Experts approach the findings with measured caution. Lea Gassab, PhD, a postdoctoral scholar at the University of Waterloo’s biology department, said: “These experiments are exciting in concept because they try to connect a measurable physical signal with a profound state change such as anesthesia. For them to be convincing, though, they need to be reproducible, to exclude trivial effects like heating or scattering, and to show that the signal is genuinely linked to neural function and not just a side effect. At the moment, they raise interesting possibilities, but more evidence is required before they can be seen as proof.”

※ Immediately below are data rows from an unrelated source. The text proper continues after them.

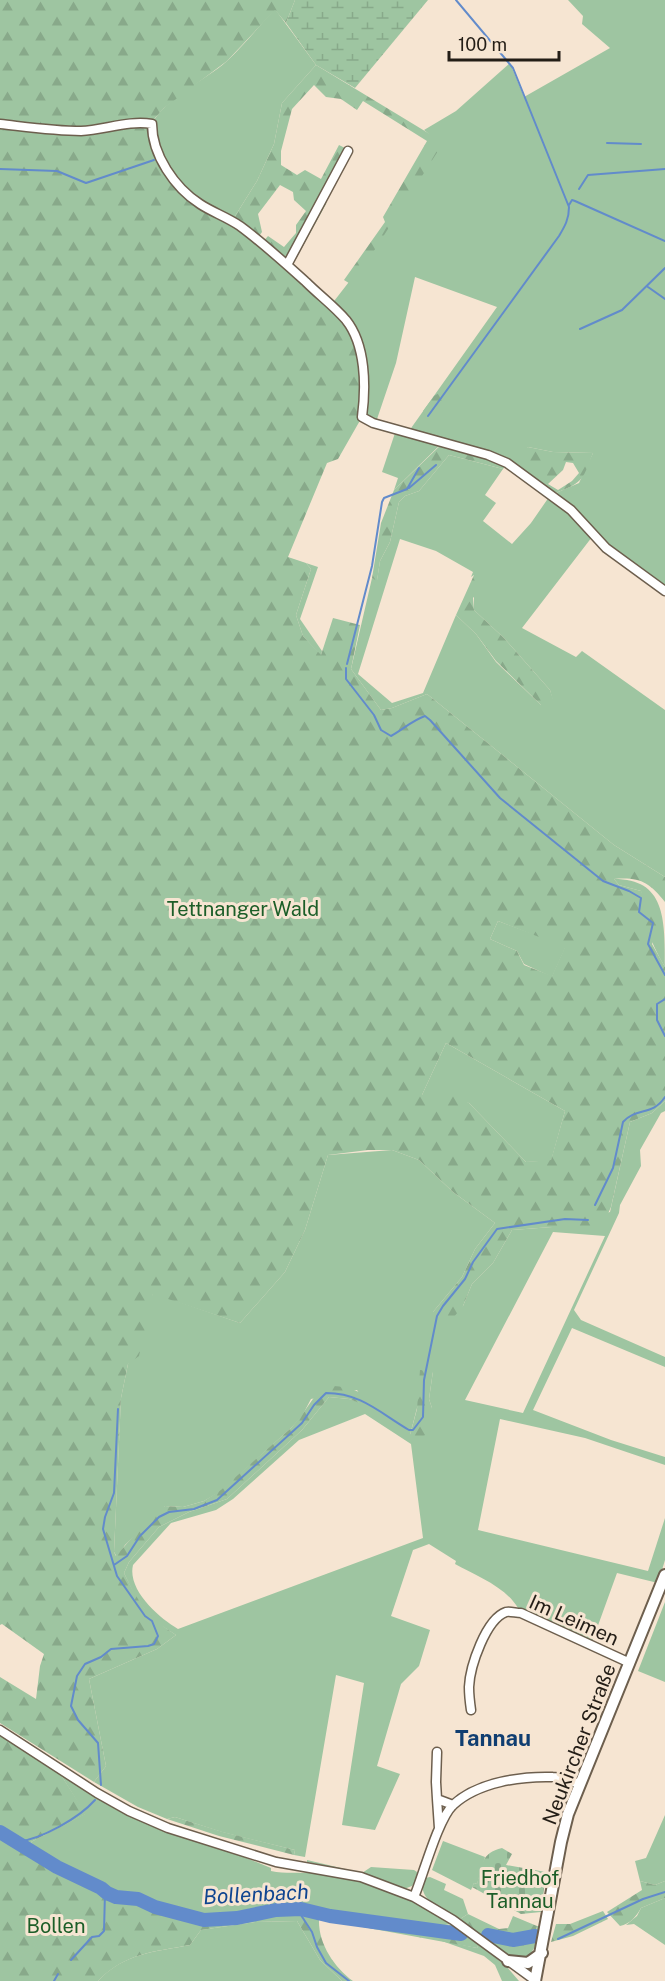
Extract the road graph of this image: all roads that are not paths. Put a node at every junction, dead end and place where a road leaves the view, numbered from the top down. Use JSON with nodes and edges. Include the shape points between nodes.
{"nodes":[{"id":1,"x":0,"y":124,"type":"edge"},
{"id":2,"x":348,"y":151,"type":"dead end"},
{"id":3,"x":287,"y":265,"type":"junction"},
{"id":4,"x":665,"y":591,"type":"edge"},
{"id":5,"x":665,"y":1575,"type":"edge"},
{"id":6,"x":630,"y":1663,"type":"junction"},
{"id":7,"x":471,"y":1710,"type":"dead end"},
{"id":8,"x":0,"y":1730,"type":"edge"},
{"id":9,"x":437,"y":1752,"type":"dead end"},
{"id":10,"x":579,"y":1784,"type":"junction"},
{"id":11,"x":437,"y":1799,"type":"junction"},
{"id":12,"x":453,"y":1805,"type":"junction"},
{"id":13,"x":439,"y":1831,"type":"junction"},
{"id":14,"x":414,"y":1898,"type":"junction"},
{"id":15,"x":542,"y":1953,"type":"junction"},
{"id":16,"x":508,"y":1961,"type":"junction"},
{"id":17,"x":535,"y":1981,"type":"edge"}],
"edges":[{"from":1,"to":3,"type":"street","via":[[82,131],[140,122],[152,124],[166,169],[182,190],[199,204],[239,225]]},
{"from":2,"to":3,"type":"street"},
{"from":3,"to":4,"type":"street","via":[[347,322],[363,367],[365,420],[507,463],[571,510],[606,548]]},
{"from":5,"to":6,"type":"main road","name":"Neukircher Straße"},
{"from":6,"to":7,"type":"street","name":"Im Leimen","via":[[520,1613],[508,1612],[493,1620],[487,1630],[469,1684]]},
{"from":6,"to":10,"type":"main road","name":"Neukircher Straße"},
{"from":8,"to":14,"type":"street","via":[[97,1793],[159,1824],[276,1862],[361,1877]]},
{"from":9,"to":11,"type":"street"},
{"from":10,"to":12,"type":"street","via":[[555,1776],[492,1784]]},
{"from":10,"to":15,"type":"main road","name":"Neukircher Straße","via":[[561,1842]]},
{"from":11,"to":12,"type":"street"},
{"from":11,"to":13,"type":"street"},
{"from":12,"to":13,"type":"street"},
{"from":13,"to":14,"type":"street"},
{"from":14,"to":16,"type":"street","via":[[453,1920]]},
{"from":15,"to":16,"type":"main road","via":[[528,1963]]},
{"from":15,"to":17,"type":"main road","name":"Neukircher Straße"},
{"from":16,"to":17,"type":"street"}]}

Gassab added context on microtubules themselves: “They are interesting because they are highly ordered and dynamic polymers present throughout neurons. They are not only structural scaffolds but also interact with transport and signaling. Yet it takes more than a neat tube to make a mind. Their lattice-like geometry makes them attractive for studying collective physical phenomena, yet the evidence tying them to cognition or consciousness just isn’t there yet. Microtubules are good candidates to study quantum effects in biology, but any connection to brain behavior remains hypothetical and must be approached with caution.”
The brain’s environment presents a major hurdle. It operates at body temperature—around 98.6°F—a warm, noisy setting where quantum coherence is difficult to sustain. Quantum computers typically require near-absolute-zero conditions to function. Earlier calculations by MIT physicist Max Tegmark indicated quantum effects in microtubules would decohere in roughly 10^-13 seconds under biological conditions.

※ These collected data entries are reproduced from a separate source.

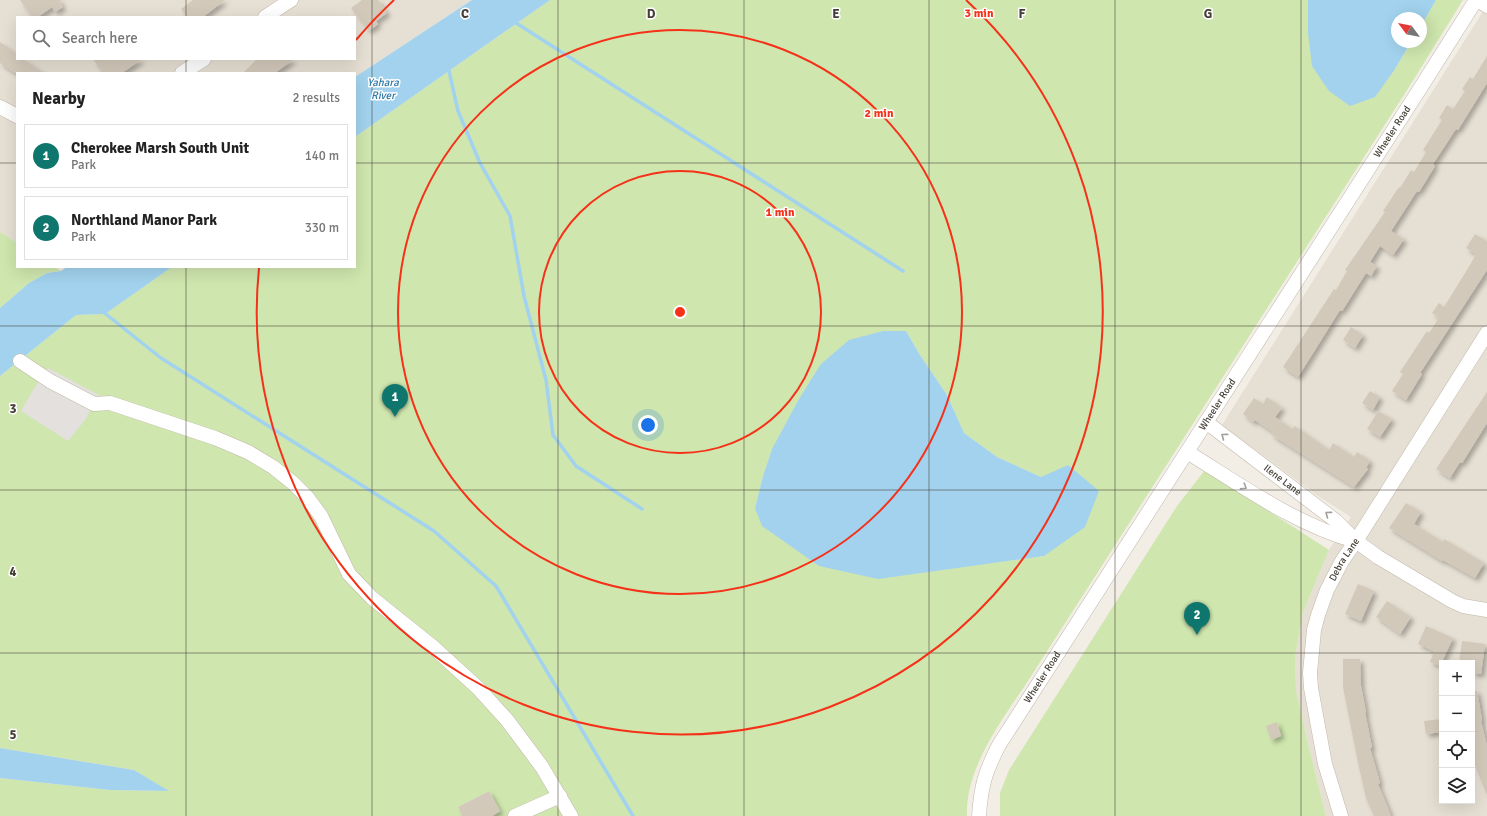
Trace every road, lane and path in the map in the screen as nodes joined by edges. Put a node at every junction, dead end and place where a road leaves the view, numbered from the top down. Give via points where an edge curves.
1 (291, 0) edge
2 (1477, 0) edge
3 (1487, 6) edge
4 (267, 16) edge
5 (202, 60) edge
6 (184, 72) edge
7 (0, 107) edge
8 (16, 115) edge
9 (1487, 333) edge
10 (20, 361) dead end
11 (1206, 422) junction
12 (1187, 452) junction
13 (1356, 541) junction
14 (1487, 610) edge
15 (560, 796) junction
16 (515, 816) edge
17 (571, 816) edge
18 (978, 816) edge
19 (1341, 816) edge

1 - 4 street
2 - 3 street
2 - 11 street, Wheeler Road
5 - 6 street
7 - 8 street
9 - 13 street, Debra Lane
10 - 15 street via 50,381 94,404 110,402 248,452 293,483 320,516 349,574 372,598 432,646 478,688 507,720
11 - 12 street, Wheeler Road
13 -> 11 street, Ilene Lane via 1336,521
12 -> 13 street, Ilene Lane via 1292,516 1324,531
12 - 18 street, Wheeler Road via 999,745 987,769 980,792
13 - 14 street, Ilene Lane via 1452,601 1463,606
13 - 19 street, Debra Lane via 1342,561 1320,609 1314,630 1310,673 1325,764
15 - 16 street
15 - 17 street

Still, Gassab emphasized the quantum nature inherent to biology: “But we must remember that everything in the brain—proteins, electrons, ions, particles—is already quantum by nature. The real question is whether biological structures can preserve these effects long enough to influence function. Nature is often surprising.”

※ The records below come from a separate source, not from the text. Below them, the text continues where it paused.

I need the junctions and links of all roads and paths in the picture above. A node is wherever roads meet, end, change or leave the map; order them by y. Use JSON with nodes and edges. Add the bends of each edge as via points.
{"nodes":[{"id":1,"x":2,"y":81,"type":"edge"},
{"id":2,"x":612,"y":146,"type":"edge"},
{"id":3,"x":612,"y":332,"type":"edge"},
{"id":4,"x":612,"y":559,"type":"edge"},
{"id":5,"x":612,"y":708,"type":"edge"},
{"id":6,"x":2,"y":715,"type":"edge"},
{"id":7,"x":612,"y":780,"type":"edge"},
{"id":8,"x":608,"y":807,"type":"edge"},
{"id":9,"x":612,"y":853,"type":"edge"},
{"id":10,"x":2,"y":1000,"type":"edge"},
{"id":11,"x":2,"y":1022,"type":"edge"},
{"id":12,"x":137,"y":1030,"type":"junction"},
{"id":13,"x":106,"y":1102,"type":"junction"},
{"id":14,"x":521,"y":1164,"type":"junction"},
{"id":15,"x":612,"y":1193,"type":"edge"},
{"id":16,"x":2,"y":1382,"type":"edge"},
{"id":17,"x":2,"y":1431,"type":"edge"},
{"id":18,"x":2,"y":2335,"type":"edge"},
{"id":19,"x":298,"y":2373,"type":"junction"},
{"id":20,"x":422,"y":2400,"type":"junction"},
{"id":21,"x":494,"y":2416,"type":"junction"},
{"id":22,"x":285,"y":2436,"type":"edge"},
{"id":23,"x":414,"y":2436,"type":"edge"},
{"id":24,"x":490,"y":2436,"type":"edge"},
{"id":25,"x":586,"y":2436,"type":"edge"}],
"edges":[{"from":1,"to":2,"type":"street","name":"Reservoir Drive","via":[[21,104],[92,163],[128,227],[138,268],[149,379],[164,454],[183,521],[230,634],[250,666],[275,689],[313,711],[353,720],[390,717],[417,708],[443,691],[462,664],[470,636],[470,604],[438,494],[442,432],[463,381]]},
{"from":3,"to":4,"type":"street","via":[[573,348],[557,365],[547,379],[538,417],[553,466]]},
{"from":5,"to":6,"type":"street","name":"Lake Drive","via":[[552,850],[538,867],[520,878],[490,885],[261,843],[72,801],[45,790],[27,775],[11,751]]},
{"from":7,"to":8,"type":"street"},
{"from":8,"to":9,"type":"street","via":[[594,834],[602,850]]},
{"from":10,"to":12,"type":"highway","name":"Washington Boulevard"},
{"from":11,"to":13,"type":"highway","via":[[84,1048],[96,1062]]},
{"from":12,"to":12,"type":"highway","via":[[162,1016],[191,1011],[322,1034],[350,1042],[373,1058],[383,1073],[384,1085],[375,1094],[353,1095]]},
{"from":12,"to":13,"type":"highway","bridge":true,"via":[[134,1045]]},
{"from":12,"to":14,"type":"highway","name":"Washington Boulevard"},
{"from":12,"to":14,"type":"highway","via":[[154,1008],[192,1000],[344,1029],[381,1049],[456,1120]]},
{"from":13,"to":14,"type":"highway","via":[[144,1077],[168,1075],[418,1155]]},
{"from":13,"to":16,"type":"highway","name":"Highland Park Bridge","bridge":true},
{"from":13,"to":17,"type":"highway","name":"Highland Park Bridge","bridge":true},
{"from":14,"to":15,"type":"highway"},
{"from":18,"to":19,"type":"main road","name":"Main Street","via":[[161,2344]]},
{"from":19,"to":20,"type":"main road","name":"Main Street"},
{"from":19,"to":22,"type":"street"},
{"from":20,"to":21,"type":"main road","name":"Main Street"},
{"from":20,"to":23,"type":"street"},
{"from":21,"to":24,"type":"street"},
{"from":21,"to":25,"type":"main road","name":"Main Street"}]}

A February 2025 perspective published in the journal Entropy by Gassab, Onur Pusuluk, and an international team evaluated three leading quantum models of consciousness: the microtubule theory, electromagnetic field theories, and Matthew Fisher’s Posner cluster idea. The analysis used simple spin models to test their viability in the brain’s hot, wet conditions. Posner clusters emerged as promising candidates, while electromagnetic fields may help explain synchronized brain activity. Microtubules were viewed as more speculative.
Onur Pusuluk, PhD, assistant professor at Kadir Has University, stressed the need for careful alignment between theory and experiment: “When we see a striking experimental result, it is tempting to treat it as a victory or defeat for a theory. But the first question should be: are the experiment and the theory really looking at the same thing?”
Physicist Michael Pravica, PhD, of the University of Nevada, Las Vegas, offered an alternative perspective on memory and consciousness: “The brain is a medium, waves are the message, and consciousness is the wave pattern.” He has speculated on holographic storage patterns in neural pathways and possible wave-function interactions under anesthesia.
Current terahertz scanners have shown promise with thin tissue slices. If future work confirms they can reliably capture these signals in living subjects, the technology could mark a significant advance in neuroscience.
As research continues, terahertz scanners may help bridge the gap between quantum physics and the study of consciousness, providing fresh insights into one of the most enduring questions in science.